* RECORDS SUPPLIED *
※ ※ ※
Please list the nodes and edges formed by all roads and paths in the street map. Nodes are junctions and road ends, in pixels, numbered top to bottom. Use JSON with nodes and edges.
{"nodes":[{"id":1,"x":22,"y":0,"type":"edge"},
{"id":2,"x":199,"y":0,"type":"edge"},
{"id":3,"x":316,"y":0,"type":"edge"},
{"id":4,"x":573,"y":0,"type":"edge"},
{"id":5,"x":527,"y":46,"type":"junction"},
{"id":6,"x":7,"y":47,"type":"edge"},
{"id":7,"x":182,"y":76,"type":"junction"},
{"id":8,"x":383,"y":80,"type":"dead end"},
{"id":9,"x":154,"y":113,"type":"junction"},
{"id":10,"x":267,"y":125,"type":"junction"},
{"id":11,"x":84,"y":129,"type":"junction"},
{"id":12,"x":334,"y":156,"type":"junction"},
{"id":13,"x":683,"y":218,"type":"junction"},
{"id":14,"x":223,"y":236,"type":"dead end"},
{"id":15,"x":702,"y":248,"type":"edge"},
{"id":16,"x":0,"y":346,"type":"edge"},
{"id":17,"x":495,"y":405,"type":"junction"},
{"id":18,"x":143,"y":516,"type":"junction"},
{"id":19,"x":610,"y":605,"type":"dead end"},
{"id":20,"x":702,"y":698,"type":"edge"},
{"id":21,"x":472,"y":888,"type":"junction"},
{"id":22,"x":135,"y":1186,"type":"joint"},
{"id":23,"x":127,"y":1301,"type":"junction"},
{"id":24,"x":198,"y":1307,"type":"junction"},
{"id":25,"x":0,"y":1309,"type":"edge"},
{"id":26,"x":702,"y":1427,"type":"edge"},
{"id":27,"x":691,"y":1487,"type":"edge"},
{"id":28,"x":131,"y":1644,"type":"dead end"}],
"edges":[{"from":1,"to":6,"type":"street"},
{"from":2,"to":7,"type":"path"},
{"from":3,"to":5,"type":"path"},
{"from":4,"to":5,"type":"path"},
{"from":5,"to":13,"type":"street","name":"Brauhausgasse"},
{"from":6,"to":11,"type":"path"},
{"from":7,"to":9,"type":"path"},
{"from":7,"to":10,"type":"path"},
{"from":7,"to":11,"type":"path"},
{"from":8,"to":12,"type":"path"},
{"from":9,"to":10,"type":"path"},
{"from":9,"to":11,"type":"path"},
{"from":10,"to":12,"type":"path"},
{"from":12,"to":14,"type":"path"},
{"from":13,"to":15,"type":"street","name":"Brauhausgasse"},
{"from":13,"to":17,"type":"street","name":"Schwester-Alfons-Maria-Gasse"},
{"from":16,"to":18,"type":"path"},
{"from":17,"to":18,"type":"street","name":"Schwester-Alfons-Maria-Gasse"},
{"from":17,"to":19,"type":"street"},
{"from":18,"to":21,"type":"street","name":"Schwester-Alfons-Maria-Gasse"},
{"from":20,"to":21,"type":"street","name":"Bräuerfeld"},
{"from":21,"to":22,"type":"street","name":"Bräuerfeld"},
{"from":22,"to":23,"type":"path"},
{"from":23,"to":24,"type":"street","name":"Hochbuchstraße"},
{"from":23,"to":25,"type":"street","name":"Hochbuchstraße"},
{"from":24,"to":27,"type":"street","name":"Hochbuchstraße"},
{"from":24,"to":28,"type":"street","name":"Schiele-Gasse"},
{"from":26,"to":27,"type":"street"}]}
※ ※ ※
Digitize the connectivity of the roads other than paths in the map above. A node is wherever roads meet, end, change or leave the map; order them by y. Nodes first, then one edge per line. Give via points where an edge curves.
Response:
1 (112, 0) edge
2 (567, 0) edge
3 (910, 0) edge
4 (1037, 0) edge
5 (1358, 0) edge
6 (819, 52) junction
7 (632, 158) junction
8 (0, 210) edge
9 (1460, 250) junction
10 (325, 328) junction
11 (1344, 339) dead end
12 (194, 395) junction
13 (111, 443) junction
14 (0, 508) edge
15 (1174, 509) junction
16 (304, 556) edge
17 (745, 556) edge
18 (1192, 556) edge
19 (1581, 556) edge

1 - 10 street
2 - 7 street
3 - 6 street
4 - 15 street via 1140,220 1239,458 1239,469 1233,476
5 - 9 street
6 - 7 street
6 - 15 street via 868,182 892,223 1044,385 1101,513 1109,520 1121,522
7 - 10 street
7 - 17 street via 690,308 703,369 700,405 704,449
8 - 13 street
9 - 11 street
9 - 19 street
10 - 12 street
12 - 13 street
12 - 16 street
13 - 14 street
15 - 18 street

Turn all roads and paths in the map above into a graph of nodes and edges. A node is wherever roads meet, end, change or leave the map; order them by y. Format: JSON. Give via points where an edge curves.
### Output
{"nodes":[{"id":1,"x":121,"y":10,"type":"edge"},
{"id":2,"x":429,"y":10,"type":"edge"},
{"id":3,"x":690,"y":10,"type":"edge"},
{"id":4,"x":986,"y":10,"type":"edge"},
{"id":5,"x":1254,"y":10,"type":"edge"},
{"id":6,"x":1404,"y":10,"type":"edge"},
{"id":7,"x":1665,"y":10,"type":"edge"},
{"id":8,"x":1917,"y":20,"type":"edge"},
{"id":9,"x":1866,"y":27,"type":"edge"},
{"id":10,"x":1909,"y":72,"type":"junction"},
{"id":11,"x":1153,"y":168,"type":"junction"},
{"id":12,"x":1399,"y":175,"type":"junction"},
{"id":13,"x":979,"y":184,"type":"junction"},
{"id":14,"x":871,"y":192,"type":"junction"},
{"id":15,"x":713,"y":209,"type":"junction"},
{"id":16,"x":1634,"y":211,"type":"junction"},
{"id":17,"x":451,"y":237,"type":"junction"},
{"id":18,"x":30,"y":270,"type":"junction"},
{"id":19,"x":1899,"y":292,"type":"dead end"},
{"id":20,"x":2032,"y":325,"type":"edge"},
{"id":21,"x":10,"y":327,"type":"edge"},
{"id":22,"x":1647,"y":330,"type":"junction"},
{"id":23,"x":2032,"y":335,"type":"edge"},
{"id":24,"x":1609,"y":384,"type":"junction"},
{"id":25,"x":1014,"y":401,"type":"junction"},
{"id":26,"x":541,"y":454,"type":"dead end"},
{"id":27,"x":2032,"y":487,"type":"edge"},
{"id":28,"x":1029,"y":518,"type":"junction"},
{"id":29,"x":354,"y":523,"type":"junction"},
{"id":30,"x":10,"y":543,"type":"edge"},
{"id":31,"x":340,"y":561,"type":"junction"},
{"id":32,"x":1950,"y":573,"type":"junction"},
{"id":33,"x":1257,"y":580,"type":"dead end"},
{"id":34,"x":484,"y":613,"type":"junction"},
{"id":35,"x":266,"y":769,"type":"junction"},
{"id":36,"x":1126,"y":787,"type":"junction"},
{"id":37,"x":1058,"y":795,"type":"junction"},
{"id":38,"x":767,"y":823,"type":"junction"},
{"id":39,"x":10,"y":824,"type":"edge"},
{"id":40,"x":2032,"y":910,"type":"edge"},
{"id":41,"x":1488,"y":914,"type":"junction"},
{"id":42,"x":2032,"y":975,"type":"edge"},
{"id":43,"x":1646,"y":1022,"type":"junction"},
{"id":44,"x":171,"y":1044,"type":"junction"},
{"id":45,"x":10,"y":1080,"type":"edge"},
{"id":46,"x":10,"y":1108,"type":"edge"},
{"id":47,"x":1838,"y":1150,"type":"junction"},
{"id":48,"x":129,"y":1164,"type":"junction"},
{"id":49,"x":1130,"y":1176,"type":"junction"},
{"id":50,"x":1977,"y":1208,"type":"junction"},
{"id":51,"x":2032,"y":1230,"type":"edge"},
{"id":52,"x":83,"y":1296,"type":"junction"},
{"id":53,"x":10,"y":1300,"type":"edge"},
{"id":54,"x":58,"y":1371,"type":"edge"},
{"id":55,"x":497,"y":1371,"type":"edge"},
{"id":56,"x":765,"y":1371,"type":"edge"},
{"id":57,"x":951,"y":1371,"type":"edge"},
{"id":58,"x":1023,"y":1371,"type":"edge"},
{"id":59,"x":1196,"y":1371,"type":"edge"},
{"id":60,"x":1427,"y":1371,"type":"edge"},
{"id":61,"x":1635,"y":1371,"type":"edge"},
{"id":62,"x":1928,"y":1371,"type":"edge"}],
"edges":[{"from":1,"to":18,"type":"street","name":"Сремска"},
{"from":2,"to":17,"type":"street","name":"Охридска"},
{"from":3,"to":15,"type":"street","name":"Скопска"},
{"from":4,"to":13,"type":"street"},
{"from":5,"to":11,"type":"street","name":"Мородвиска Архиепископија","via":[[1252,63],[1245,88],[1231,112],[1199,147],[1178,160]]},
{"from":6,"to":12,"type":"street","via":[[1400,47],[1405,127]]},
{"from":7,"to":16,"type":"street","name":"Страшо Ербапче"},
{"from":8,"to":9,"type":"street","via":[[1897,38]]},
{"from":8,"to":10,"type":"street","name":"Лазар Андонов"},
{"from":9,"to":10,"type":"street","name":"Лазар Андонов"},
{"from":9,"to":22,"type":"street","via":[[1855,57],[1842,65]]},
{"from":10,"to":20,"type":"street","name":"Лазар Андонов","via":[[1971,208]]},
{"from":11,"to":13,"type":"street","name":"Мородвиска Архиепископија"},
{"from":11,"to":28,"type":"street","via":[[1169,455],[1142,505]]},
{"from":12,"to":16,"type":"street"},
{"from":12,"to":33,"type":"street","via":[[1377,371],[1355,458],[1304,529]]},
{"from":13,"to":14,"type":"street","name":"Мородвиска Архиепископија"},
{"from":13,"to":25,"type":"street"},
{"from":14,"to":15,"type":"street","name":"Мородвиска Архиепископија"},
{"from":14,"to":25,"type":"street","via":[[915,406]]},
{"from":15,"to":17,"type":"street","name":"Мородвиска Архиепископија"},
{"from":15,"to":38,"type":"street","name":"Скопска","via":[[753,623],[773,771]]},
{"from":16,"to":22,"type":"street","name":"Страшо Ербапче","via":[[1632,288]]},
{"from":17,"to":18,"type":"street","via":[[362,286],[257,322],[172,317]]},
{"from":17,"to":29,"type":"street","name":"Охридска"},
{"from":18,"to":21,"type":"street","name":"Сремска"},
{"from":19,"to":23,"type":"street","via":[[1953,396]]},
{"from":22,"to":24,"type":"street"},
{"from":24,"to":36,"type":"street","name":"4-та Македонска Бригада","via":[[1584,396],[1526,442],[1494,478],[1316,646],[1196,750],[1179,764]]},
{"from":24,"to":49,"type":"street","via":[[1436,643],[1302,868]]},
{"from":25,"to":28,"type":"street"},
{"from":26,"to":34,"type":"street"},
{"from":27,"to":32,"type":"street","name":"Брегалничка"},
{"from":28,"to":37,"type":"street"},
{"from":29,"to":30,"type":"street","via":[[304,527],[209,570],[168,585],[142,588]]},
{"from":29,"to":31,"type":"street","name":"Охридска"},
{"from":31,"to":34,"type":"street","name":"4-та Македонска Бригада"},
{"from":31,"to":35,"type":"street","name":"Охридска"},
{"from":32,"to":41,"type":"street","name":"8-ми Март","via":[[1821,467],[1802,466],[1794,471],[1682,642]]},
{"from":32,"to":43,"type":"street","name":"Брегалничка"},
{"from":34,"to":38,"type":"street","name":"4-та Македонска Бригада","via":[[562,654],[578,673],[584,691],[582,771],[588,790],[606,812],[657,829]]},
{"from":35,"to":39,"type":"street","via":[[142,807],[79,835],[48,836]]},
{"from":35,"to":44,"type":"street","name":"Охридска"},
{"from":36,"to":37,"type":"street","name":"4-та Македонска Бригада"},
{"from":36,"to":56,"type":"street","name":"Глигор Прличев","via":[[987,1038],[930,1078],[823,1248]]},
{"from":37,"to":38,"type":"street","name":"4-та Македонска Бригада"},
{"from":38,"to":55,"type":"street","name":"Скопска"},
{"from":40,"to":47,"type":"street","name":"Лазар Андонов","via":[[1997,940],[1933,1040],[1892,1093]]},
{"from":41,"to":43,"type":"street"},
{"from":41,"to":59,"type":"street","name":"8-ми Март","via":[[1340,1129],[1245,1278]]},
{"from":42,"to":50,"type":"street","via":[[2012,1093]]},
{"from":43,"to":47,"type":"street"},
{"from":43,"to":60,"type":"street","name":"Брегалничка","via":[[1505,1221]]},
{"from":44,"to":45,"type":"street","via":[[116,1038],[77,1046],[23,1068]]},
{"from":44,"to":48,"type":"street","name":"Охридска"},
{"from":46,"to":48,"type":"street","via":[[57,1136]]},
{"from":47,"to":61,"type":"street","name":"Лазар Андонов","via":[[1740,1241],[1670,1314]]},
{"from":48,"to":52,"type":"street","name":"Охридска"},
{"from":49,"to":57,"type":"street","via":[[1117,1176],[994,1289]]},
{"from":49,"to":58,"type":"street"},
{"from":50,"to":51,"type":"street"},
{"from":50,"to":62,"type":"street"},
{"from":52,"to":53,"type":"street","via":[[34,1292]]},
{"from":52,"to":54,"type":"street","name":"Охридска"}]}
※ ※ ※
* BRIEF *
Given the records above, return exactly the lines starting at the line containing "Digitize the connectivity" and ending at the line containing "Turn all roads", including both.

* SOLUTION TO THIS PROBLEM *
Digitize the connectivity of the roads other than paths in the map above. A node is wherever roads meet, end, change or leave the map; order them by y. Nodes first, then one edge per line. Give via points where an edge curves.
Response:
1 (112, 0) edge
2 (567, 0) edge
3 (910, 0) edge
4 (1037, 0) edge
5 (1358, 0) edge
6 (819, 52) junction
7 (632, 158) junction
8 (0, 210) edge
9 (1460, 250) junction
10 (325, 328) junction
11 (1344, 339) dead end
12 (194, 395) junction
13 (111, 443) junction
14 (0, 508) edge
15 (1174, 509) junction
16 (304, 556) edge
17 (745, 556) edge
18 (1192, 556) edge
19 (1581, 556) edge

1 - 10 street
2 - 7 street
3 - 6 street
4 - 15 street via 1140,220 1239,458 1239,469 1233,476
5 - 9 street
6 - 7 street
6 - 15 street via 868,182 892,223 1044,385 1101,513 1109,520 1121,522
7 - 10 street
7 - 17 street via 690,308 703,369 700,405 704,449
8 - 13 street
9 - 11 street
9 - 19 street
10 - 12 street
12 - 13 street
12 - 16 street
13 - 14 street
15 - 18 street

Turn all roads and paths in the map above into a graph of nodes and edges. A node is wherever roads meet, end, change or leave the map; order them by y. Format: JSON. Give via points where an edge curves.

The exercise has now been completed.